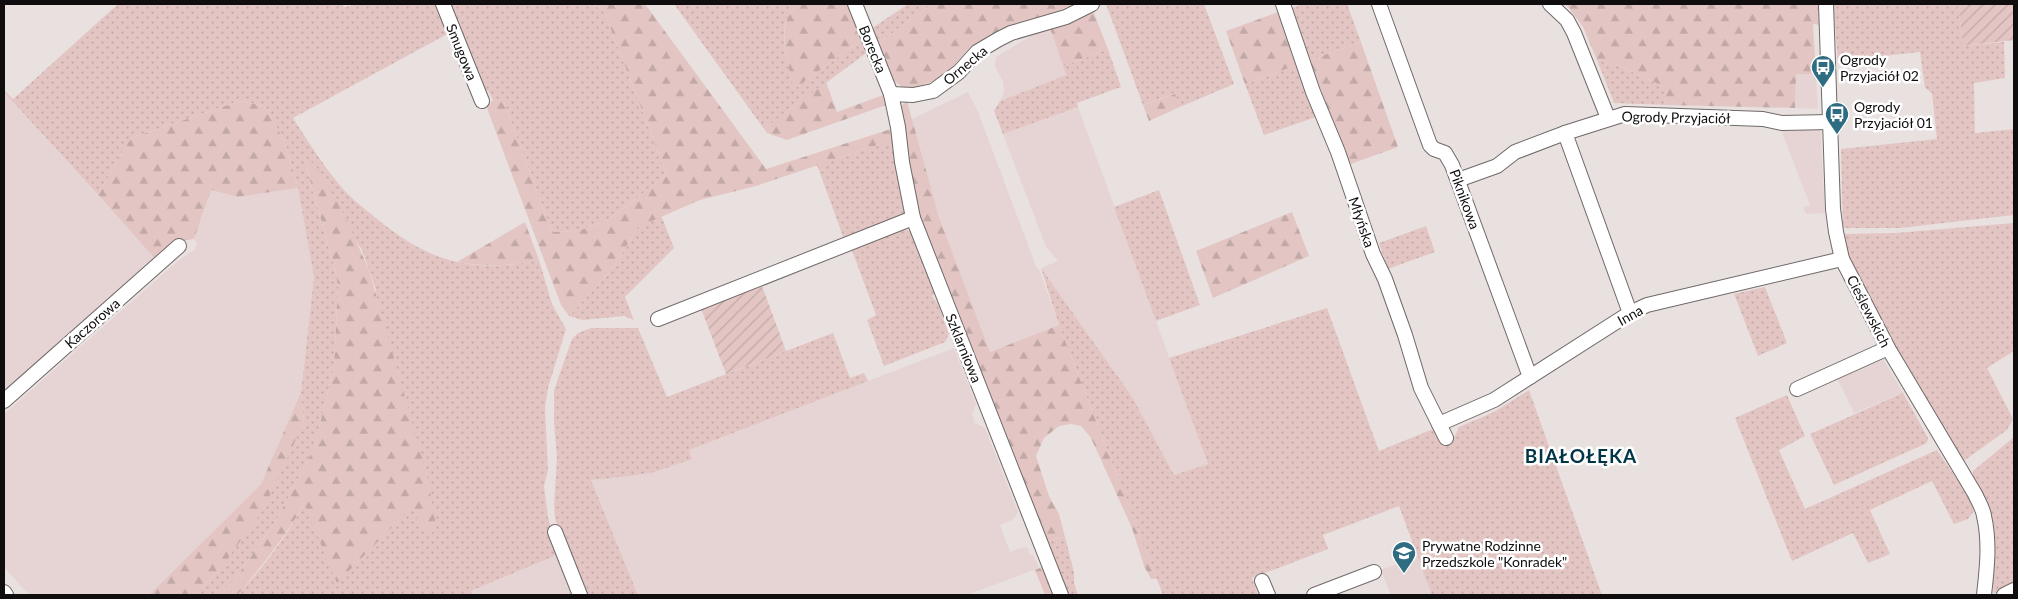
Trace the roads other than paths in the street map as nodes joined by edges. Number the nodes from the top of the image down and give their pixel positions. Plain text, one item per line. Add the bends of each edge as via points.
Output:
1 (443, 4) edge
2 (855, 4) edge
3 (1092, 4) edge
4 (1283, 4) edge
5 (1379, 4) edge
6 (1550, 4) edge
7 (1826, 4) edge
8 (891, 94) junction
9 (482, 101) dead end
10 (1608, 118) junction
11 (1830, 122) junction
12 (1565, 134) junction
13 (1458, 180) junction
14 (913, 218) junction
15 (180, 246) dead end
16 (1842, 259) junction
17 (1630, 313) junction
18 (658, 319) dead end
19 (1888, 348) junction
20 (1530, 377) junction
21 (1797, 389) dead end
22 (4, 401) edge
23 (1439, 424) junction
24 (1446, 438) dead end
25 (555, 532) dead end
26 (1374, 572) dead end
27 (1262, 581) dead end
28 (4, 592) edge
29 (6, 595) edge
30 (580, 595) edge
31 (1061, 595) edge
32 (1268, 595) edge
33 (1314, 595) edge
34 (1984, 595) edge

1 - 9 street, Smugowa
2 - 8 street, Borecka
3 - 8 street, Ornecka via 1066,17 999,39 978,52 933,91 913,95
4 - 23 street, Młyńska via 1373,254 1385,279 1421,388
5 - 13 street, Piknikowa via 1430,145 1449,156
6 - 10 street via 1567,20 1574,33
7 - 11 street, Cieślewskich
8 - 14 street, Szklarniowa
10 - 11 street, Ogrody Przyjaciół via 1625,114 1763,119 1782,123
10 - 12 street, Ogrody Przyjaciół
11 - 16 street, Cieślewskich via 1834,218
12 - 13 street, Ogrody Przyjaciół via 1515,152 1497,166
12 - 17 street
13 - 20 street, Piknikowa
14 - 18 street
14 - 31 street, Szklarniowa
15 - 22 street, Kaczorowa
16 - 17 street, Inna via 1658,301
16 - 19 street, Cieślewskich
17 - 20 street, Inna
19 - 21 street
19 - 34 street, Cieślewskich via 1984,514 1987,535
20 - 23 street, Inna via 1494,400
23 - 24 street, Młyńska
25 - 30 street
26 - 33 street
27 - 32 street
28 - 29 street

------------------------------------------------

[Work task] A word-for-word copy of the entries is needed, with no pictures in it.

[Answer box]
Trace the roads other than paths in the street map as nodes joined by edges. Number the nodes from the top of the image down and give their pixel positions. Plain text, one item per line. Add the bends of each edge as via points.
Output:
1 (443, 4) edge
2 (855, 4) edge
3 (1092, 4) edge
4 (1283, 4) edge
5 (1379, 4) edge
6 (1550, 4) edge
7 (1826, 4) edge
8 (891, 94) junction
9 (482, 101) dead end
10 (1608, 118) junction
11 (1830, 122) junction
12 (1565, 134) junction
13 (1458, 180) junction
14 (913, 218) junction
15 (180, 246) dead end
16 (1842, 259) junction
17 (1630, 313) junction
18 (658, 319) dead end
19 (1888, 348) junction
20 (1530, 377) junction
21 (1797, 389) dead end
22 (4, 401) edge
23 (1439, 424) junction
24 (1446, 438) dead end
25 (555, 532) dead end
26 (1374, 572) dead end
27 (1262, 581) dead end
28 (4, 592) edge
29 (6, 595) edge
30 (580, 595) edge
31 (1061, 595) edge
32 (1268, 595) edge
33 (1314, 595) edge
34 (1984, 595) edge

1 - 9 street, Smugowa
2 - 8 street, Borecka
3 - 8 street, Ornecka via 1066,17 999,39 978,52 933,91 913,95
4 - 23 street, Młyńska via 1373,254 1385,279 1421,388
5 - 13 street, Piknikowa via 1430,145 1449,156
6 - 10 street via 1567,20 1574,33
7 - 11 street, Cieślewskich
8 - 14 street, Szklarniowa
10 - 11 street, Ogrody Przyjaciół via 1625,114 1763,119 1782,123
10 - 12 street, Ogrody Przyjaciół
11 - 16 street, Cieślewskich via 1834,218
12 - 13 street, Ogrody Przyjaciół via 1515,152 1497,166
12 - 17 street
13 - 20 street, Piknikowa
14 - 18 street
14 - 31 street, Szklarniowa
15 - 22 street, Kaczorowa
16 - 17 street, Inna via 1658,301
16 - 19 street, Cieślewskich
17 - 20 street, Inna
19 - 21 street
19 - 34 street, Cieślewskich via 1984,514 1987,535
20 - 23 street, Inna via 1494,400
23 - 24 street, Młyńska
25 - 30 street
26 - 33 street
27 - 32 street
28 - 29 street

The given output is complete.